The data wasn't a presentation. It was a crime scene photo, and Leo was the detective laying out the grisly evidence for a stone-faced jury of one.

He'd spent the night not sleeping, but compiling. The system in his glasses had recorded every vector, every passing lane, every synchronized run of Emerald College's 7-0 dissection.

He'd synced it to the school's tactical projector in the otherwise empty strategy room.

Arkady sat in a metal folding chair, a mug of black coffee steaming in his hand, as a silent, horrifying ballet of green jerseys played out on the screen.

No music. No commentary. Just the soft thwip-thwip-thwip of perfect passes and the eventual, inevitable ripple of the net.

Leo stood to the side, his voice calm but edged with the metallic taste of adrenaline. He wasn't explaining plays; he was performing an autopsy.

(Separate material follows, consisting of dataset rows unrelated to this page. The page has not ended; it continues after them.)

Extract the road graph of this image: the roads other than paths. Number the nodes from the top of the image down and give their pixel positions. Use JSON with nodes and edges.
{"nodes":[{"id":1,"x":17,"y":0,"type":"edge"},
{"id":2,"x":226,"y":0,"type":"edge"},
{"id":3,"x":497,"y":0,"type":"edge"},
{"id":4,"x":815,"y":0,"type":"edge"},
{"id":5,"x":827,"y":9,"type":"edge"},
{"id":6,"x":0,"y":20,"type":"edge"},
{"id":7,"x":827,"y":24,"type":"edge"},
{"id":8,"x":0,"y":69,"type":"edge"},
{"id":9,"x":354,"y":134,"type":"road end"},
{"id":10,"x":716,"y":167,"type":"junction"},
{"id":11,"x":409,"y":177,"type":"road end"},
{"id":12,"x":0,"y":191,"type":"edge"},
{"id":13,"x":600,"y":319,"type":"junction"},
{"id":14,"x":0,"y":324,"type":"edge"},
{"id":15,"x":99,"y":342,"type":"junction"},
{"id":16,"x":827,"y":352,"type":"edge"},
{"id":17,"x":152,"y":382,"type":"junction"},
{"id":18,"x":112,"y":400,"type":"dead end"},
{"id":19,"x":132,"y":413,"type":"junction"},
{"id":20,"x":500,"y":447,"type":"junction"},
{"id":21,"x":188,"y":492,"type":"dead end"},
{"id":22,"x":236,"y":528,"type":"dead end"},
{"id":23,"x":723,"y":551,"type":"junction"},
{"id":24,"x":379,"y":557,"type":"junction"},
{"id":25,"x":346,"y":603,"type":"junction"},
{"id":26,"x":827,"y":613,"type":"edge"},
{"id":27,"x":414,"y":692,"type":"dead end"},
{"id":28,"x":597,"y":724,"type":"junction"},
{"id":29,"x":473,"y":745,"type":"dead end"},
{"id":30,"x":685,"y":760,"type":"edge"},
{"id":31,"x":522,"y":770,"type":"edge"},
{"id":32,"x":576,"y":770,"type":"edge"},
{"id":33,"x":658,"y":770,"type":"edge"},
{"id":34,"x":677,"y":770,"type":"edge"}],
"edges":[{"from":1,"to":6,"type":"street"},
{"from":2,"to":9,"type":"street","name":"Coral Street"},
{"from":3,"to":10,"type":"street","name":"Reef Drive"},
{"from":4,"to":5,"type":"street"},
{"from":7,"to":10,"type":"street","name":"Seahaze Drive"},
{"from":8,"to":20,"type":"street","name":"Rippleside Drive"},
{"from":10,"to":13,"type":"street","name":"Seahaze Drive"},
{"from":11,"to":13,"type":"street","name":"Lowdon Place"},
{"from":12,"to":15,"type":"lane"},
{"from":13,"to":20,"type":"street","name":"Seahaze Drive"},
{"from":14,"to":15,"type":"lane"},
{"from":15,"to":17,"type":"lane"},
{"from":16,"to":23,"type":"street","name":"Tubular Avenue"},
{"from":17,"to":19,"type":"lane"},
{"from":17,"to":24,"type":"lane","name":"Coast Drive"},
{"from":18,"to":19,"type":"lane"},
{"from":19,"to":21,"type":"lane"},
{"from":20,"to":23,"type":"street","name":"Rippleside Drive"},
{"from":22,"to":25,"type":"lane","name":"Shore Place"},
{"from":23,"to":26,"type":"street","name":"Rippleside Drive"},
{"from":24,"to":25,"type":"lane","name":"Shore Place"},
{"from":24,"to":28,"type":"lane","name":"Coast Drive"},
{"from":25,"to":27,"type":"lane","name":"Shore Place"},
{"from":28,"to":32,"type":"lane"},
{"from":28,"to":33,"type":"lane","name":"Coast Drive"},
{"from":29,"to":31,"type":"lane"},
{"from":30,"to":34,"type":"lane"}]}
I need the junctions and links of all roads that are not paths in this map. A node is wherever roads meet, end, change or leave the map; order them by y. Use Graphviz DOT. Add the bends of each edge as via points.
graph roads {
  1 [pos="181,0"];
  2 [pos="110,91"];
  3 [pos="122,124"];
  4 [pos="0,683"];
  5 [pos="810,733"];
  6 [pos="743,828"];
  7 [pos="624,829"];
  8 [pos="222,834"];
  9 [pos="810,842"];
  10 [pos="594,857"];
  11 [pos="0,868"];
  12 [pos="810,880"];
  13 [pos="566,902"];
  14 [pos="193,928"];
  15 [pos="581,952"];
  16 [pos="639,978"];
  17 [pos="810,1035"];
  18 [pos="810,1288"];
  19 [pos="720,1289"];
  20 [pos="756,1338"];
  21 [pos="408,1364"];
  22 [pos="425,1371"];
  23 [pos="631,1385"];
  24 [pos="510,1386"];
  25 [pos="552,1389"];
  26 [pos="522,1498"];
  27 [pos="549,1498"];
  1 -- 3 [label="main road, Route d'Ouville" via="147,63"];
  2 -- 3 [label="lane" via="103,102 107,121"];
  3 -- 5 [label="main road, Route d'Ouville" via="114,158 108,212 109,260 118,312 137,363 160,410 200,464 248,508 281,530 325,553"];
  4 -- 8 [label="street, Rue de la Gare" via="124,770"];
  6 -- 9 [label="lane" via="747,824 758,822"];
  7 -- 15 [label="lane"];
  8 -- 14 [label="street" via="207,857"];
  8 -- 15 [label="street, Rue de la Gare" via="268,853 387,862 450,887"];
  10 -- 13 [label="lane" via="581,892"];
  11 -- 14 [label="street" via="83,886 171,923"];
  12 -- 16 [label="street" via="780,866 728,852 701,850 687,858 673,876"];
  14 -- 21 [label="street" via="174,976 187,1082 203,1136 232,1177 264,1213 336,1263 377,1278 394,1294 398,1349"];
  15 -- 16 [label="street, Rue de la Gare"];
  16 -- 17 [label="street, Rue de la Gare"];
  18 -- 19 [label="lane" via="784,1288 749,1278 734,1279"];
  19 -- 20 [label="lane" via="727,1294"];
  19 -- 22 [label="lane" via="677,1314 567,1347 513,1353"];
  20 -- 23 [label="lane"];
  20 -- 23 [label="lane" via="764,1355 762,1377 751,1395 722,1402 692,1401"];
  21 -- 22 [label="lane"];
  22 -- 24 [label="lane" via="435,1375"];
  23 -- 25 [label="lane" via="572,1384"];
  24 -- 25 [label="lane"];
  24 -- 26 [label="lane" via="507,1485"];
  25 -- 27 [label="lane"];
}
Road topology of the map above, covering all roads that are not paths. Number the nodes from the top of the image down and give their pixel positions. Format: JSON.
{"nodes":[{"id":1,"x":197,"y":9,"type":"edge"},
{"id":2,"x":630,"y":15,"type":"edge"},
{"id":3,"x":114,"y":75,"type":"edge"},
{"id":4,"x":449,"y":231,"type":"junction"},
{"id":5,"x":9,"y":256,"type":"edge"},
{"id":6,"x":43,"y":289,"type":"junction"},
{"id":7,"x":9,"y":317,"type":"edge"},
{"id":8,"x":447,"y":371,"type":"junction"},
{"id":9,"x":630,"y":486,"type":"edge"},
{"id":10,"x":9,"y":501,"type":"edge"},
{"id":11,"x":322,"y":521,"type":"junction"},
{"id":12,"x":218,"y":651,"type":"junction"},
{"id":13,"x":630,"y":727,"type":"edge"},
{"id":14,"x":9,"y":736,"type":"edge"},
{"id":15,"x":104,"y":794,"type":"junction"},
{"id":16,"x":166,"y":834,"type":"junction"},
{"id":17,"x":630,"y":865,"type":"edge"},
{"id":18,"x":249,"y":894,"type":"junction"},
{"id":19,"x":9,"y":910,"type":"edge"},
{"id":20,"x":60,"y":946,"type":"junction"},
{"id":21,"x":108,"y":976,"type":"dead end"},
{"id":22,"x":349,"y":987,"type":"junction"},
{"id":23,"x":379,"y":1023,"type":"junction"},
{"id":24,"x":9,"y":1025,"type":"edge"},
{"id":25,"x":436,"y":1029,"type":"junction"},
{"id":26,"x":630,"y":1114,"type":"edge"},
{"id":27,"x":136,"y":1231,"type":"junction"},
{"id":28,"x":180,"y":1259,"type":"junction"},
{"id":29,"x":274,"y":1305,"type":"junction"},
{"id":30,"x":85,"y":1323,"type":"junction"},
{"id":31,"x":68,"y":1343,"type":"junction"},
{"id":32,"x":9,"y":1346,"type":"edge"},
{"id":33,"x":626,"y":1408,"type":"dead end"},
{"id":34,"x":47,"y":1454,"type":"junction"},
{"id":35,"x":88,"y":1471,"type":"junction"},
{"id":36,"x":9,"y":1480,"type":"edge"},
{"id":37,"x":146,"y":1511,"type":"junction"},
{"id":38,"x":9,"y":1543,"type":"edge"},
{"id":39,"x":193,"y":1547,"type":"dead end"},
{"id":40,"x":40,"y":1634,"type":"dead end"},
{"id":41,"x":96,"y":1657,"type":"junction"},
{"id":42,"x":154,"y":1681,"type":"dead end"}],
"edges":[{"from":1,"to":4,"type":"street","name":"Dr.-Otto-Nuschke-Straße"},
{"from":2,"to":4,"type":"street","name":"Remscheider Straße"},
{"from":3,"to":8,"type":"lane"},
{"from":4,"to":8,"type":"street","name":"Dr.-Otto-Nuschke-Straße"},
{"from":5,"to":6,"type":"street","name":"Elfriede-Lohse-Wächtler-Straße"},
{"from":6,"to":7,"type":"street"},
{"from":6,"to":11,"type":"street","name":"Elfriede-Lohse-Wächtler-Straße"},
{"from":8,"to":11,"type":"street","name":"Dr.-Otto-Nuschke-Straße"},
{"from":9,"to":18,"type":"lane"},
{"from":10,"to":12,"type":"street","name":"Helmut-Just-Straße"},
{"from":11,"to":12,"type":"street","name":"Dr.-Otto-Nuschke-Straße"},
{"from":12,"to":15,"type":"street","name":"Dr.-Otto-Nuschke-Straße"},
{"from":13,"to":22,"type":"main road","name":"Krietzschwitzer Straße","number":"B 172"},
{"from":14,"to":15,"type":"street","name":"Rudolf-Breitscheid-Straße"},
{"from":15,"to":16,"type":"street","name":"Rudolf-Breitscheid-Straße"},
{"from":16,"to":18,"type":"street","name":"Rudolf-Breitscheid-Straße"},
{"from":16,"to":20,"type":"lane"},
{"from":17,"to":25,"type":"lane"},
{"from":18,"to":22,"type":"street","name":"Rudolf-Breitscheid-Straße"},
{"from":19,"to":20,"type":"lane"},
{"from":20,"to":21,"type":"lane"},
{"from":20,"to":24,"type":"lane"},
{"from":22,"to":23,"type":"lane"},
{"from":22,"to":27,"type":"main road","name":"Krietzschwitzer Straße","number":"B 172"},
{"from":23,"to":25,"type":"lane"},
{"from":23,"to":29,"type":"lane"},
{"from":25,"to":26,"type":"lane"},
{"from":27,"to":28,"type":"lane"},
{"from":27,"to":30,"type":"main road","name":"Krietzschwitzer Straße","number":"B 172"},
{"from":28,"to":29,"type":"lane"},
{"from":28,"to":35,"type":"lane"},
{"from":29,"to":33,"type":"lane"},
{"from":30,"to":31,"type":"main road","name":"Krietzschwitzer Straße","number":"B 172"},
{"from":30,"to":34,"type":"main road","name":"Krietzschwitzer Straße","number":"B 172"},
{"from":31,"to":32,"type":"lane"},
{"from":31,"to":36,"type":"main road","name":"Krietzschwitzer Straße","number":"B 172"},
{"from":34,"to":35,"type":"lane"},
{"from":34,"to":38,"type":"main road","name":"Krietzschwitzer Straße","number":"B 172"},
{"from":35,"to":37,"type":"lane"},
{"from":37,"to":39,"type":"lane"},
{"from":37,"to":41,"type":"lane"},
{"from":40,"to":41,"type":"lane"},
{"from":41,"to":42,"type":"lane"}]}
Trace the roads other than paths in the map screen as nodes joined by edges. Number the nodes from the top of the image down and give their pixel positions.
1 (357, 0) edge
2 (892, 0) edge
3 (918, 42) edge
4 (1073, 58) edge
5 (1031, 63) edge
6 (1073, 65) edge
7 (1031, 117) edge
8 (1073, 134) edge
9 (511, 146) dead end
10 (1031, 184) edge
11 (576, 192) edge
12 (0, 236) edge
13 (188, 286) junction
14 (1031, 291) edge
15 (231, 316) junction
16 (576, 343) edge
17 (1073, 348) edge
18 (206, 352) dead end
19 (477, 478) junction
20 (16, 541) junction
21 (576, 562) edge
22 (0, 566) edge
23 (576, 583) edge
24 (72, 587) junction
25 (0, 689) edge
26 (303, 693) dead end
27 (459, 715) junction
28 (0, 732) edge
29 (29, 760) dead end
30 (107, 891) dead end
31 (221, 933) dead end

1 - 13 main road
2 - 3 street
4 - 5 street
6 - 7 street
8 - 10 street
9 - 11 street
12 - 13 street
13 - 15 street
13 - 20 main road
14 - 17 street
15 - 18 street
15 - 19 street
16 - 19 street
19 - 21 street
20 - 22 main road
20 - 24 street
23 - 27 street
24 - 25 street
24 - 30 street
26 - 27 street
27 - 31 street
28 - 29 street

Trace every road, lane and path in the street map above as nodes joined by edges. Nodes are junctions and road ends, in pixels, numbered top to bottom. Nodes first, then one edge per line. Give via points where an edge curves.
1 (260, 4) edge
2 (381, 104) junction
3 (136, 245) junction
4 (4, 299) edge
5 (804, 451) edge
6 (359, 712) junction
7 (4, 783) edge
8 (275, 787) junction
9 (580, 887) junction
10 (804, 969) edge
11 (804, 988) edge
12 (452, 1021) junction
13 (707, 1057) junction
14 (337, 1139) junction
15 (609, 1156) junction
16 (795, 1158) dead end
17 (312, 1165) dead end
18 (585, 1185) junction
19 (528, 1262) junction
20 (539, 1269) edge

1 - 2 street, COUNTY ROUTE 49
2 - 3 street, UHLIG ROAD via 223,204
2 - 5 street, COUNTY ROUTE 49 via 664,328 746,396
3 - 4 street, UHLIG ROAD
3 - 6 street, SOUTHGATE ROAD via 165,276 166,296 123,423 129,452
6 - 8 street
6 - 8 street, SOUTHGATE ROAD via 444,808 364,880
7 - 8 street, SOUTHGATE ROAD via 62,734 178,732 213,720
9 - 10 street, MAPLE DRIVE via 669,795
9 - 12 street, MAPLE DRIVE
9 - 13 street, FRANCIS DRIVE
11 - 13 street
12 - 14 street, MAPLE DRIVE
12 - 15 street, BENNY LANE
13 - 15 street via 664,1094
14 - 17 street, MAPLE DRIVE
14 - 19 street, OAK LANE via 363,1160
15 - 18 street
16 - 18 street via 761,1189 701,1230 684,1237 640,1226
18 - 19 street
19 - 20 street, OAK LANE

"They don't have a weak player," Leo said, freezing the footage on #7 receiving a pass with three defenders nominally around him.

"They have a weak concept. The concept of individual defense. You mark #7, he lays it off and spins into the space you just vacated. The entire system is built on punishing commitment. They don't beat you. They wait for you to beat yourself."

Arkady took a slow sip of coffee, his pale eyes reflecting the glowing green lines of the tactical overlay Leo had drawn. "Your conclusion?"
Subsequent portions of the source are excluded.